§ Problem requirements: Give the entries below again exactly. Their pictures are not needed.

Data entries:

● ● ● ● ● ● ●

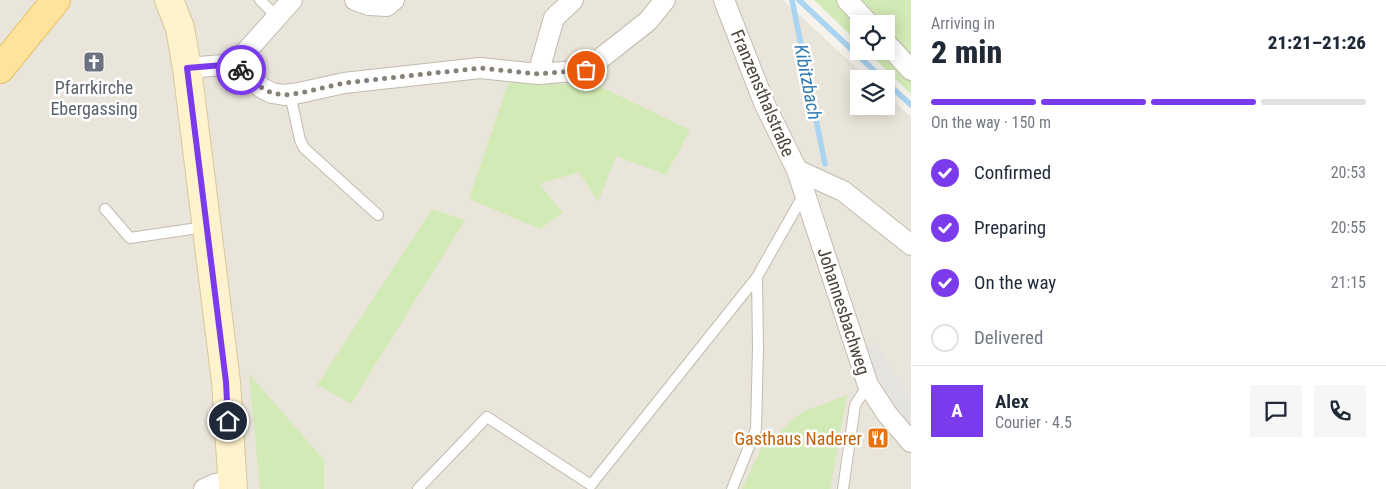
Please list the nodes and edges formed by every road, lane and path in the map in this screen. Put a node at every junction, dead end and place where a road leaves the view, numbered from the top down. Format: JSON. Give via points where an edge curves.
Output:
{"nodes":[{"id":1,"x":56,"y":0,"type":"edge"},
{"id":2,"x":170,"y":0,"type":"edge"},
{"id":3,"x":260,"y":0,"type":"edge"},
{"id":4,"x":292,"y":0,"type":"edge"},
{"id":5,"x":355,"y":0,"type":"edge"},
{"id":6,"x":394,"y":0,"type":"edge"},
{"id":7,"x":573,"y":0,"type":"edge"},
{"id":8,"x":665,"y":0,"type":"edge"},
{"id":9,"x":724,"y":0,"type":"edge"},
{"id":10,"x":848,"y":0,"type":"edge"},
{"id":11,"x":861,"y":15,"type":"edge"},
{"id":12,"x":276,"y":16,"type":"junction"},
{"id":13,"x":895,"y":53,"type":"edge"},
{"id":14,"x":235,"y":64,"type":"junction"},
{"id":15,"x":187,"y":68,"type":"junction"},
{"id":16,"x":0,"y":70,"type":"edge"},
{"id":17,"x":911,"y":70,"type":"edge"},
{"id":18,"x":538,"y":74,"type":"junction"},
{"id":19,"x":290,"y":94,"type":"junction"},
{"id":20,"x":797,"y":170,"type":"junction"},
{"id":21,"x":804,"y":193,"type":"junction"},
{"id":22,"x":105,"y":209,"type":"dead end"},
{"id":23,"x":378,"y":215,"type":"dead end"},
{"id":24,"x":207,"y":227,"type":"junction"},
{"id":25,"x":911,"y":245,"type":"edge"},
{"id":26,"x":757,"y":277,"type":"junction"},
{"id":27,"x":868,"y":385,"type":"junction"},
{"id":28,"x":911,"y":442,"type":"edge"},
{"id":29,"x":233,"y":485,"type":"edge"},
{"id":30,"x":204,"y":489,"type":"edge"},
{"id":31,"x":418,"y":489,"type":"edge"},
{"id":32,"x":732,"y":489,"type":"edge"},
{"id":33,"x":843,"y":489,"type":"edge"}],
"edges":[{"from":1,"to":16,"type":"main road"},
{"from":2,"to":15,"type":"main road","via":[[180,28]]},
{"from":3,"to":12,"type":"lane"},
{"from":4,"to":12,"type":"street"},
{"from":5,"to":6,"type":"street","via":[[387,6]]},
{"from":7,"to":18,"type":"street","via":[[554,18]]},
{"from":8,"to":18,"type":"street","via":[[648,21],[586,70]]},
{"from":9,"to":20,"type":"street","name":"Franzensthalstraße","via":[[765,105]]},
{"from":10,"to":11,"type":"street"},
{"from":12,"to":14,"type":"street"},
{"from":13,"to":17,"type":"street"},
{"from":14,"to":15,"type":"street"},
{"from":14,"to":19,"type":"street","via":[[267,91]]},
{"from":15,"to":24,"type":"main road"},
{"from":18,"to":19,"type":"street","via":[[480,68],[344,83]]},
{"from":19,"to":23,"type":"lane","via":[[304,148]]},
{"from":20,"to":21,"type":"street","name":"Johannesbachweg"},
{"from":20,"to":25,"type":"street","name":"Franzensthalstraße","via":[[842,191]]},
{"from":21,"to":26,"type":"lane"},
{"from":21,"to":27,"type":"street","name":"Johannesbachweg"},
{"from":22,"to":24,"type":"lane","via":[[130,238]]},
{"from":24,"to":29,"type":"main road","via":[[226,382]]},
{"from":26,"to":31,"type":"lane","via":[[591,485],[487,417]]},
{"from":26,"to":32,"type":"lane","via":[[756,429]]},
{"from":27,"to":28,"type":"street","name":"Johannesbachweg"},
{"from":27,"to":33,"type":"lane","via":[[855,406]]},
{"from":29,"to":30,"type":"street","via":[[215,484]]}]}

● ● ● ● ● ● ●

§ Solution to the problem:
Please list the nodes and edges formed by every road, lane and path in the map in this screen. Put a node at every junction, dead end and place where a road leaves the view, numbered from the top down. Format: JSON. Give via points where an edge curves.
Output:
{"nodes":[{"id":1,"x":56,"y":0,"type":"edge"},
{"id":2,"x":170,"y":0,"type":"edge"},
{"id":3,"x":260,"y":0,"type":"edge"},
{"id":4,"x":292,"y":0,"type":"edge"},
{"id":5,"x":355,"y":0,"type":"edge"},
{"id":6,"x":394,"y":0,"type":"edge"},
{"id":7,"x":573,"y":0,"type":"edge"},
{"id":8,"x":665,"y":0,"type":"edge"},
{"id":9,"x":724,"y":0,"type":"edge"},
{"id":10,"x":848,"y":0,"type":"edge"},
{"id":11,"x":861,"y":15,"type":"edge"},
{"id":12,"x":276,"y":16,"type":"junction"},
{"id":13,"x":895,"y":53,"type":"edge"},
{"id":14,"x":235,"y":64,"type":"junction"},
{"id":15,"x":187,"y":68,"type":"junction"},
{"id":16,"x":0,"y":70,"type":"edge"},
{"id":17,"x":911,"y":70,"type":"edge"},
{"id":18,"x":538,"y":74,"type":"junction"},
{"id":19,"x":290,"y":94,"type":"junction"},
{"id":20,"x":797,"y":170,"type":"junction"},
{"id":21,"x":804,"y":193,"type":"junction"},
{"id":22,"x":105,"y":209,"type":"dead end"},
{"id":23,"x":378,"y":215,"type":"dead end"},
{"id":24,"x":207,"y":227,"type":"junction"},
{"id":25,"x":911,"y":245,"type":"edge"},
{"id":26,"x":757,"y":277,"type":"junction"},
{"id":27,"x":868,"y":385,"type":"junction"},
{"id":28,"x":911,"y":442,"type":"edge"},
{"id":29,"x":233,"y":485,"type":"edge"},
{"id":30,"x":204,"y":489,"type":"edge"},
{"id":31,"x":418,"y":489,"type":"edge"},
{"id":32,"x":732,"y":489,"type":"edge"},
{"id":33,"x":843,"y":489,"type":"edge"}],
"edges":[{"from":1,"to":16,"type":"main road"},
{"from":2,"to":15,"type":"main road","via":[[180,28]]},
{"from":3,"to":12,"type":"lane"},
{"from":4,"to":12,"type":"street"},
{"from":5,"to":6,"type":"street","via":[[387,6]]},
{"from":7,"to":18,"type":"street","via":[[554,18]]},
{"from":8,"to":18,"type":"street","via":[[648,21],[586,70]]},
{"from":9,"to":20,"type":"street","name":"Franzensthalstraße","via":[[765,105]]},
{"from":10,"to":11,"type":"street"},
{"from":12,"to":14,"type":"street"},
{"from":13,"to":17,"type":"street"},
{"from":14,"to":15,"type":"street"},
{"from":14,"to":19,"type":"street","via":[[267,91]]},
{"from":15,"to":24,"type":"main road"},
{"from":18,"to":19,"type":"street","via":[[480,68],[344,83]]},
{"from":19,"to":23,"type":"lane","via":[[304,148]]},
{"from":20,"to":21,"type":"street","name":"Johannesbachweg"},
{"from":20,"to":25,"type":"street","name":"Franzensthalstraße","via":[[842,191]]},
{"from":21,"to":26,"type":"lane"},
{"from":21,"to":27,"type":"street","name":"Johannesbachweg"},
{"from":22,"to":24,"type":"lane","via":[[130,238]]},
{"from":24,"to":29,"type":"main road","via":[[226,382]]},
{"from":26,"to":31,"type":"lane","via":[[591,485],[487,417]]},
{"from":26,"to":32,"type":"lane","via":[[756,429]]},
{"from":27,"to":28,"type":"street","name":"Johannesbachweg"},
{"from":27,"to":33,"type":"lane","via":[[855,406]]},
{"from":29,"to":30,"type":"street","via":[[215,484]]}]}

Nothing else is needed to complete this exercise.